Reading Minecraft NBT data in Clojure with Gloss
So far we have covered what makes up an NBT file in Exploring Minecraft With Clojure and how to read binary data in Clojure using the Gloss DSL in First Steps With NBT in Clojure
Today we are going to make a parser that can read any NBT file. There will be more code than last time, but only a small amount of it will really be new, the rest should be easy to understand based on what we have already covered.
Preparation
You will want to clone the repository that accompanies this post from here nbt-clj-reader
As before, the project comes with a devel file to make setup easy, change into the project root and type:
lein deps
lein repl
At the Clojure REPL, type:
(ns nbt-clj-reader.devel)
(use '[clojure.tools.namespace.repl :only (refresh)])
(refresh)
This gives you a "data" var, where an NBT file has already been loaded into, and a "result" var, which has the decoded value of that file.
The new stuff
As mentioned earlier, a lot of the new code should be obvious from what was covered in the previous post. For example tag-type has simply been expanded to cover all of the tags in NBT:
(defcodec tag-type (enum :byte {:TAG_End 0
:TAG_Byte 1
:TAG_Short 2
:TAG_Int 3
:TAG_Long 4
:TAG_Float 5
:TAG_Double 6
:TAG_Byte_Array 7
:TAG_String 8
:TAG_List 9
:TAG_Compound 10
:TAG_Int_Array 11}))
Named & Unnamed codecs
The other new codecs such as tag-byte, tag-float etc are largely self explanatory, but with one big difference compared to last time, and that is that they no longer have their "name" codec defined:
(defcodec tag-byte
(ordered-map :tag-type :TAG_Byte
:payload :byte))
(defcodec tag-float
(ordered-map :tag-type :TAG_Float
:payload :float32-be))
The lack of name is due to the fact that a tag is nameless when used in a list.

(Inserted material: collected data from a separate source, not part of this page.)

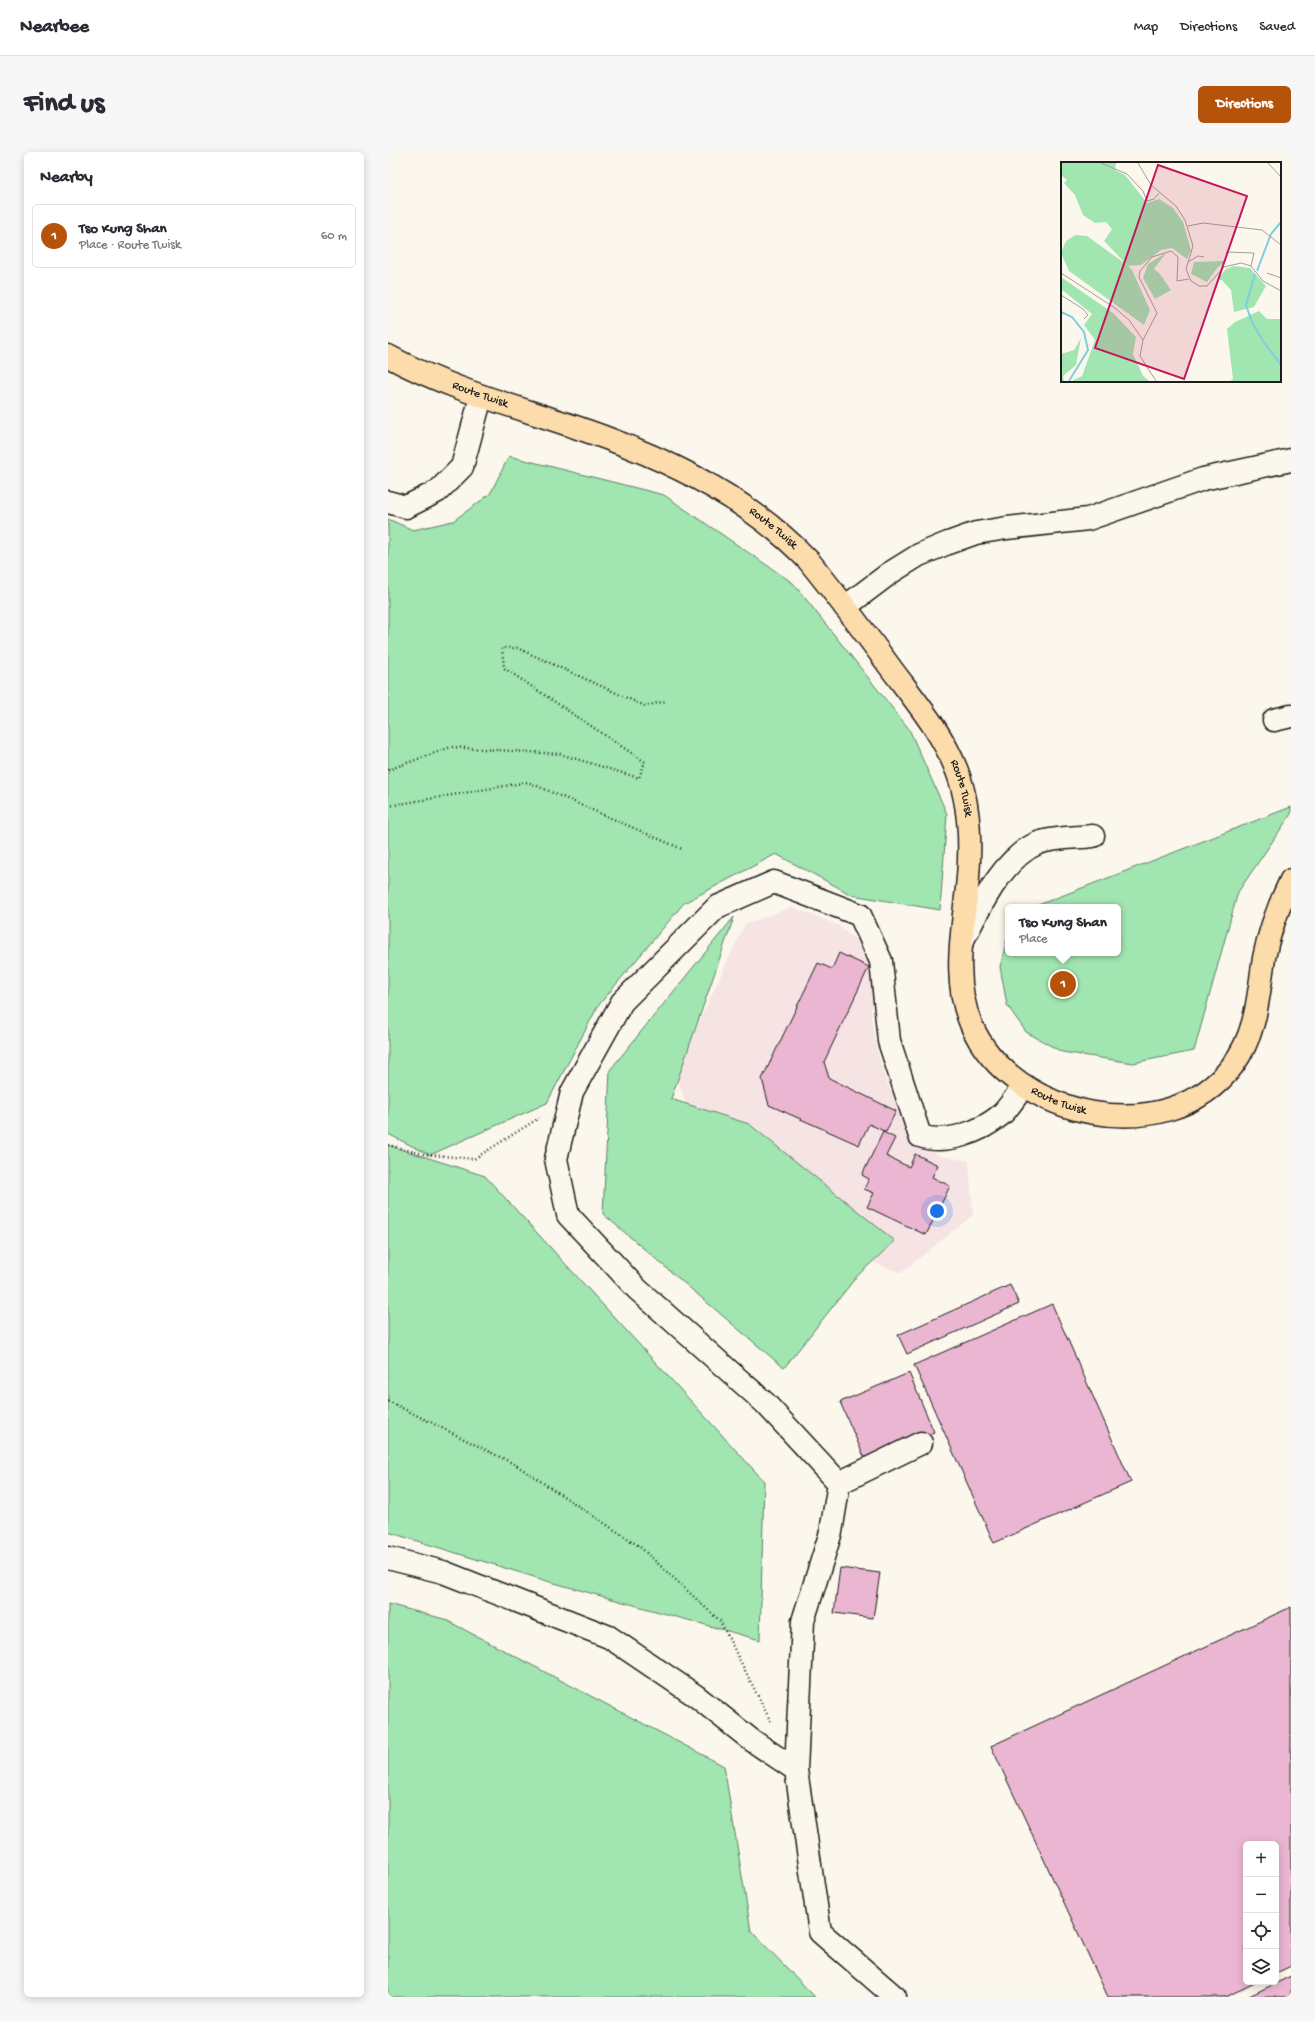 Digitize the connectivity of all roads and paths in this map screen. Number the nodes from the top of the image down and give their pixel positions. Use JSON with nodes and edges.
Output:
{"nodes":[{"id":1,"x":388,"y":356,"type":"edge"},
{"id":2,"x":481,"y":397,"type":"junction"},
{"id":3,"x":1291,"y":460,"type":"edge"},
{"id":4,"x":388,"y":502,"type":"edge"},
{"id":5,"x":846,"y":607,"type":"junction"},
{"id":6,"x":666,"y":701,"type":"dead end"},
{"id":7,"x":388,"y":770,"type":"edge"},
{"id":8,"x":388,"y":806,"type":"edge"},
{"id":9,"x":1093,"y":836,"type":"dead end"},
{"id":10,"x":682,"y":849,"type":"dead end"},
{"id":11,"x":1291,"y":880,"type":"edge"},
{"id":12,"x":961,"y":944,"type":"junction"},
{"id":13,"x":1023,"y":1087,"type":"junction"},
{"id":14,"x":541,"y":1117,"type":"dead end"},
{"id":15,"x":388,"y":1145,"type":"edge"},
{"id":16,"x":388,"y":1401,"type":"edge"},
{"id":17,"x":922,"y":1443,"type":"dead end"},
{"id":18,"x":839,"y":1483,"type":"junction"},
{"id":19,"x":388,"y":1558,"type":"edge"},
{"id":20,"x":774,"y":1728,"type":"dead end"},
{"id":21,"x":796,"y":1770,"type":"junction"},
{"id":22,"x":895,"y":1997,"type":"edge"}],
"edges":[{"from":1,"to":2,"type":"main road","name":"Route Twisk"},
{"from":2,"to":4,"type":"lane"},
{"from":2,"to":5,"type":"main road","name":"Route Twisk"},
{"from":3,"to":5,"type":"lane"},
{"from":5,"to":12,"type":"main road","name":"Route Twisk"},
{"from":6,"to":7,"type":"path"},
{"from":8,"to":10,"type":"path"},
{"from":9,"to":12,"type":"lane"},
{"from":11,"to":13,"type":"main road","name":"Route Twisk"},
{"from":12,"to":13,"type":"main road","name":"Route Twisk"},
{"from":13,"to":18,"type":"lane"},
{"from":14,"to":15,"type":"path"},
{"from":16,"to":20,"type":"path"},
{"from":17,"to":18,"type":"lane"},
{"from":18,"to":21,"type":"lane"},
{"from":19,"to":21,"type":"lane"},
{"from":21,"to":22,"type":"lane"}]}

For all other times, when a name is used, we handle it with a wrapper codec:
(defn get-named-codec [t]
(compile-frame
(ordered-map :tag-name sized-string
:payload (get-codec t))
identity ;pre-encoder
(fn [x] (merge x (:payload x)))))
By doing this, we can have both named and unnamed codecs without having to redefine them twice. This codec has some additional properties in adding a post-decoder callback (and a do-nothing pre-encoder callback).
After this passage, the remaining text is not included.